**Work request**
Look for the line that has "Digitize the connectivity" in the material below; please repeat it and every line after it, exactly, up to and including the line that has "Please list the", and nothing else.

**Dataset records**

################

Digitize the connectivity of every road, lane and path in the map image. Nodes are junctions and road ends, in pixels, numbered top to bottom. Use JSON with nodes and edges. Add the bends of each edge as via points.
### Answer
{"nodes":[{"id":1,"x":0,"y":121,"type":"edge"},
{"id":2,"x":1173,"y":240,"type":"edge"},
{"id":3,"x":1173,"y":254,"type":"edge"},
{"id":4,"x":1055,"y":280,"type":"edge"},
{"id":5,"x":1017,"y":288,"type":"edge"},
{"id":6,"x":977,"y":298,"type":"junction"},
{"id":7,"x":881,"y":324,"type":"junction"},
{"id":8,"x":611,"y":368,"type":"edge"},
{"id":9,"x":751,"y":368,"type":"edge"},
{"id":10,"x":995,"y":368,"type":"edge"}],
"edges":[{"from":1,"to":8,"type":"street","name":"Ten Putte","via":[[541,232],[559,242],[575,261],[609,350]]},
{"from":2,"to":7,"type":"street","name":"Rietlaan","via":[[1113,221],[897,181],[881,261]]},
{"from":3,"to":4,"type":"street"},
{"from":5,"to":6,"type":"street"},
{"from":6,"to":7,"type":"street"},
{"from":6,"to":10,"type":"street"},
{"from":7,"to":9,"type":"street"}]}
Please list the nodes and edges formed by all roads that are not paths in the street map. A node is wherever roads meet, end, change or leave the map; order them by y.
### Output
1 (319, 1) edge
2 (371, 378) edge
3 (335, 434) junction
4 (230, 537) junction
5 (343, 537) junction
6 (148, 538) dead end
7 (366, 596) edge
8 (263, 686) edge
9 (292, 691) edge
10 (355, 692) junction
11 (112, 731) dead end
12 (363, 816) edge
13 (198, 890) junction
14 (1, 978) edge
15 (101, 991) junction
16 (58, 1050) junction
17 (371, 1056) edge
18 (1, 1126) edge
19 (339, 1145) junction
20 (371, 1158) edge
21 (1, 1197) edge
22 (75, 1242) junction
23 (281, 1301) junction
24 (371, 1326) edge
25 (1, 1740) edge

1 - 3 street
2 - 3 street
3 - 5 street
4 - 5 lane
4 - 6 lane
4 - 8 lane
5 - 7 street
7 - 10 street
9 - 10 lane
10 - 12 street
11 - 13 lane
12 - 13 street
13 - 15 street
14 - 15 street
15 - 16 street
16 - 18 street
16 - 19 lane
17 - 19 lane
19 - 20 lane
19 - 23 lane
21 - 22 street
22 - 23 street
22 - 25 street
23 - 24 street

################

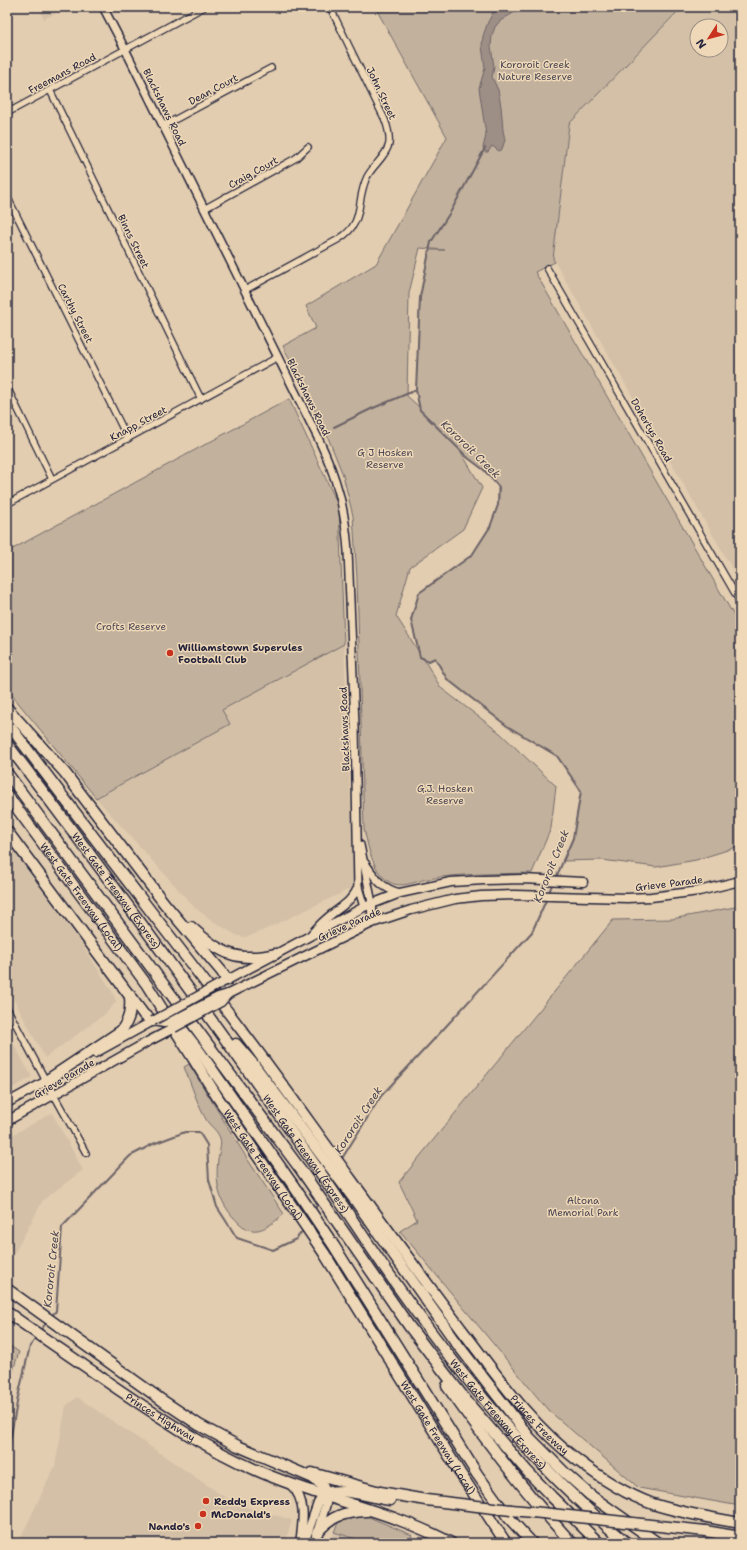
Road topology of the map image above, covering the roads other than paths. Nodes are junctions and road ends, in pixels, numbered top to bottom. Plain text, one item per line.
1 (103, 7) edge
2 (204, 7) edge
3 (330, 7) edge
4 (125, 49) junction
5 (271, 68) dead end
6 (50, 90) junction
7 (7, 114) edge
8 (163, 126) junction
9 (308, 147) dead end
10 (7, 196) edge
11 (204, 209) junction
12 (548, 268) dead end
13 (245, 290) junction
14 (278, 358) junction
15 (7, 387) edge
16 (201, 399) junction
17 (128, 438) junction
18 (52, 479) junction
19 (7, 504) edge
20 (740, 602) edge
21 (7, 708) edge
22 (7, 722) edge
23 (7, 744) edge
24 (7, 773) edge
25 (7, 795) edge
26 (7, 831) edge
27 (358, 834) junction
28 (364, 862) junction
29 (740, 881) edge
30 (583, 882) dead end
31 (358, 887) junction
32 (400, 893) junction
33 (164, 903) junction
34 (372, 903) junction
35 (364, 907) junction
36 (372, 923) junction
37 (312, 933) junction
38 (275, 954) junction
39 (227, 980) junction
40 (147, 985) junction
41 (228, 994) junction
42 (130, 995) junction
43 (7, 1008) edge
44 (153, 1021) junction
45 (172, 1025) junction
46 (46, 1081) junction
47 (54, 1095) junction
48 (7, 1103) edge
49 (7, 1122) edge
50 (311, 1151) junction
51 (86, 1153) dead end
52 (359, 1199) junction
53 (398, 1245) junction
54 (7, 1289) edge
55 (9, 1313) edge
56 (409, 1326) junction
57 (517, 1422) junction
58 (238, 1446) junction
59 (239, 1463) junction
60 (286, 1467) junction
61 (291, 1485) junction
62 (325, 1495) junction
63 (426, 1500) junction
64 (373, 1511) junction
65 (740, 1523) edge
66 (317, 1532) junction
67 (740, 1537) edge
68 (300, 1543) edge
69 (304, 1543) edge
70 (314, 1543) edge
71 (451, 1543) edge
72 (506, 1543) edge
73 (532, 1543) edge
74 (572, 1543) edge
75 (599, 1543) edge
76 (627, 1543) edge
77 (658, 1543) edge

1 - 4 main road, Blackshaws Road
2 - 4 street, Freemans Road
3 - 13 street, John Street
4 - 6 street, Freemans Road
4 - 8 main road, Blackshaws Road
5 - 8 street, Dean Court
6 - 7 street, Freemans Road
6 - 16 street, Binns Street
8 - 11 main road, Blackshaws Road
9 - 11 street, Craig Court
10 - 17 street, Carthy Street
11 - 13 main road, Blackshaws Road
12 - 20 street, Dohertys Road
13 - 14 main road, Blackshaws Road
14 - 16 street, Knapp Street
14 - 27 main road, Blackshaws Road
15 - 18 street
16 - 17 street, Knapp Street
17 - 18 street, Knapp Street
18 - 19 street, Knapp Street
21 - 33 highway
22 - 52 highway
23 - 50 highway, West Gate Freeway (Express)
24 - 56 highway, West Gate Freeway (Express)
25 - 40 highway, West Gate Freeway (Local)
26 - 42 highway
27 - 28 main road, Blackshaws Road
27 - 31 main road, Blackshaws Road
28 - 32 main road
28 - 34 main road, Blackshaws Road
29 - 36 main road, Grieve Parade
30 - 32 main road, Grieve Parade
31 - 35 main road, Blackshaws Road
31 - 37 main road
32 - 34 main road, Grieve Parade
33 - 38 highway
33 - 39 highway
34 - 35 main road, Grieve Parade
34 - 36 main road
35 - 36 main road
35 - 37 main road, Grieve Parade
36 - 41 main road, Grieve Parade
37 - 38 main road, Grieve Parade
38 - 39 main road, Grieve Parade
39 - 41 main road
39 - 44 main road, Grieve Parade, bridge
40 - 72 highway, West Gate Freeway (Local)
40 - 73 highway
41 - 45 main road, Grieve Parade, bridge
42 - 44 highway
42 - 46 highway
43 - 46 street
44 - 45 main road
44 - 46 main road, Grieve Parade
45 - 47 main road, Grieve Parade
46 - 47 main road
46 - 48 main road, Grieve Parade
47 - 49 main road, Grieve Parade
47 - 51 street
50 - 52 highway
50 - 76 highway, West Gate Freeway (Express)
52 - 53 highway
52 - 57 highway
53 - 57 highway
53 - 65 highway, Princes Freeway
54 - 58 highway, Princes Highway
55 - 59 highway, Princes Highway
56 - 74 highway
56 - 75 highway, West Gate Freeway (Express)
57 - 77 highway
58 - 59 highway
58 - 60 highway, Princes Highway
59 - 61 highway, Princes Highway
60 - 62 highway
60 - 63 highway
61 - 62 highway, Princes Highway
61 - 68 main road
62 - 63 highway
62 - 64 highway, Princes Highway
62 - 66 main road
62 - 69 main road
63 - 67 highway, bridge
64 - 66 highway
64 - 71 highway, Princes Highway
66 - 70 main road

################

**Reply to the task**
Digitize the connectivity of every road, lane and path in the map image. Nodes are junctions and road ends, in pixels, numbered top to bottom. Use JSON with nodes and edges. Add the bends of each edge as via points.
### Answer
{"nodes":[{"id":1,"x":0,"y":121,"type":"edge"},
{"id":2,"x":1173,"y":240,"type":"edge"},
{"id":3,"x":1173,"y":254,"type":"edge"},
{"id":4,"x":1055,"y":280,"type":"edge"},
{"id":5,"x":1017,"y":288,"type":"edge"},
{"id":6,"x":977,"y":298,"type":"junction"},
{"id":7,"x":881,"y":324,"type":"junction"},
{"id":8,"x":611,"y":368,"type":"edge"},
{"id":9,"x":751,"y":368,"type":"edge"},
{"id":10,"x":995,"y":368,"type":"edge"}],
"edges":[{"from":1,"to":8,"type":"street","name":"Ten Putte","via":[[541,232],[559,242],[575,261],[609,350]]},
{"from":2,"to":7,"type":"street","name":"Rietlaan","via":[[1113,221],[897,181],[881,261]]},
{"from":3,"to":4,"type":"street"},
{"from":5,"to":6,"type":"street"},
{"from":6,"to":7,"type":"street"},
{"from":6,"to":10,"type":"street"},
{"from":7,"to":9,"type":"street"}]}
Please list the nodes and edges formed by all roads that are not paths in the street map. A node is wherever roads meet, end, change or leave the map; order them by y.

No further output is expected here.